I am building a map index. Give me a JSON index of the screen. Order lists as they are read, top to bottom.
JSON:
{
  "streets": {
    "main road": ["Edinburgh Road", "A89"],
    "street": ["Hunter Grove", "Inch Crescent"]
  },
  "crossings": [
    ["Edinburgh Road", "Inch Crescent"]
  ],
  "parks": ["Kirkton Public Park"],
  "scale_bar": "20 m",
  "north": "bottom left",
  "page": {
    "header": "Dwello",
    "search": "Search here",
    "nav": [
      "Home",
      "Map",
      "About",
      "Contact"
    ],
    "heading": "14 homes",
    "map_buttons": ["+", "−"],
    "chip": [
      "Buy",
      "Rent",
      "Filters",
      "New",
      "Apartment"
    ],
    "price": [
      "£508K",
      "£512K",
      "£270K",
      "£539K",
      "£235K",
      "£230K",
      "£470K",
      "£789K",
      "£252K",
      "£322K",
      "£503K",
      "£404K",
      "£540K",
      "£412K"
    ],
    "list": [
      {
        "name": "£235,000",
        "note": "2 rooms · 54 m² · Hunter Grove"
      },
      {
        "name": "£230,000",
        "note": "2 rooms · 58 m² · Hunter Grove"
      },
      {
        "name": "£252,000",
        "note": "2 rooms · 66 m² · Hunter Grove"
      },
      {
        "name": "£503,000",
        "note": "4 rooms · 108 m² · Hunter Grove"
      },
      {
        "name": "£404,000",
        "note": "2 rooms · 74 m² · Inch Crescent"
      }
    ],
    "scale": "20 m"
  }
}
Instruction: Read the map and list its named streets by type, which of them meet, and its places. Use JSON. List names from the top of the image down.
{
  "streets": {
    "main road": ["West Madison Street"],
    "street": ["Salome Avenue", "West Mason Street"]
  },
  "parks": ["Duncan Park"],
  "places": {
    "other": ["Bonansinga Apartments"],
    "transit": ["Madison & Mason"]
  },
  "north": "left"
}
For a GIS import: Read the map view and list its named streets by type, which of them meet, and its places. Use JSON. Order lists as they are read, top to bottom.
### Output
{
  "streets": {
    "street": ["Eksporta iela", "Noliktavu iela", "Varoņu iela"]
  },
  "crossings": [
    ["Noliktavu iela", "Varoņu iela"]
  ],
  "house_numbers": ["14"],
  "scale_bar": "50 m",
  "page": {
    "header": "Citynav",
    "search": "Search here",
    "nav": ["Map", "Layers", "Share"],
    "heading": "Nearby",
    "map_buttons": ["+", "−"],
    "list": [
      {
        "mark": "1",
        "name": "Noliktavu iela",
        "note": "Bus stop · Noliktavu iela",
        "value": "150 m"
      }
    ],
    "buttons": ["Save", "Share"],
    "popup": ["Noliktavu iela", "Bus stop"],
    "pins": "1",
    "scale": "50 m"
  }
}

Instructions for the task – From the first line to the last, write out the listing exactly.

Result –
I am building a map index. Give me a JSON index of the screen. Order lists as they are read, top to bottom.
JSON:
{
  "streets": {
    "main road": ["Edinburgh Road", "A89"],
    "street": ["Hunter Grove", "Inch Crescent"]
  },
  "crossings": [
    ["Edinburgh Road", "Inch Crescent"]
  ],
  "parks": ["Kirkton Public Park"],
  "scale_bar": "20 m",
  "north": "bottom left",
  "page": {
    "header": "Dwello",
    "search": "Search here",
    "nav": [
      "Home",
      "Map",
      "About",
      "Contact"
    ],
    "heading": "14 homes",
    "map_buttons": ["+", "−"],
    "chip": [
      "Buy",
      "Rent",
      "Filters",
      "New",
      "Apartment"
    ],
    "price": [
      "£508K",
      "£512K",
      "£270K",
      "£539K",
      "£235K",
      "£230K",
      "£470K",
      "£789K",
      "£252K",
      "£322K",
      "£503K",
      "£404K",
      "£540K",
      "£412K"
    ],
    "list": [
      {
        "name": "£235,000",
        "note": "2 rooms · 54 m² · Hunter Grove"
      },
      {
        "name": "£230,000",
        "note": "2 rooms · 58 m² · Hunter Grove"
      },
      {
        "name": "£252,000",
        "note": "2 rooms · 66 m² · Hunter Grove"
      },
      {
        "name": "£503,000",
        "note": "4 rooms · 108 m² · Hunter Grove"
      },
      {
        "name": "£404,000",
        "note": "2 rooms · 74 m² · Inch Crescent"
      }
    ],
    "scale": "20 m"
  }
}
Instruction: Read the map and list its named streets by type, which of them meet, and its places. Use JSON. List names from the top of the image down.
{
  "streets": {
    "main road": ["West Madison Street"],
    "street": ["Salome Avenue", "West Mason Street"]
  },
  "parks": ["Duncan Park"],
  "places": {
    "other": ["Bonansinga Apartments"],
    "transit": ["Madison & Mason"]
  },
  "north": "left"
}
For a GIS import: Read the map view and list its named streets by type, which of them meet, and its places. Use JSON. Order lists as they are read, top to bottom.
### Output
{
  "streets": {
    "street": ["Eksporta iela", "Noliktavu iela", "Varoņu iela"]
  },
  "crossings": [
    ["Noliktavu iela", "Varoņu iela"]
  ],
  "house_numbers": ["14"],
  "scale_bar": "50 m",
  "page": {
    "header": "Citynav",
    "search": "Search here",
    "nav": ["Map", "Layers", "Share"],
    "heading": "Nearby",
    "map_buttons": ["+", "−"],
    "list": [
      {
        "mark": "1",
        "name": "Noliktavu iela",
        "note": "Bus stop · Noliktavu iela",
        "value": "150 m"
      }
    ],
    "buttons": ["Save", "Share"],
    "popup": ["Noliktavu iela", "Bus stop"],
    "pins": "1",
    "scale": "50 m"
  }
}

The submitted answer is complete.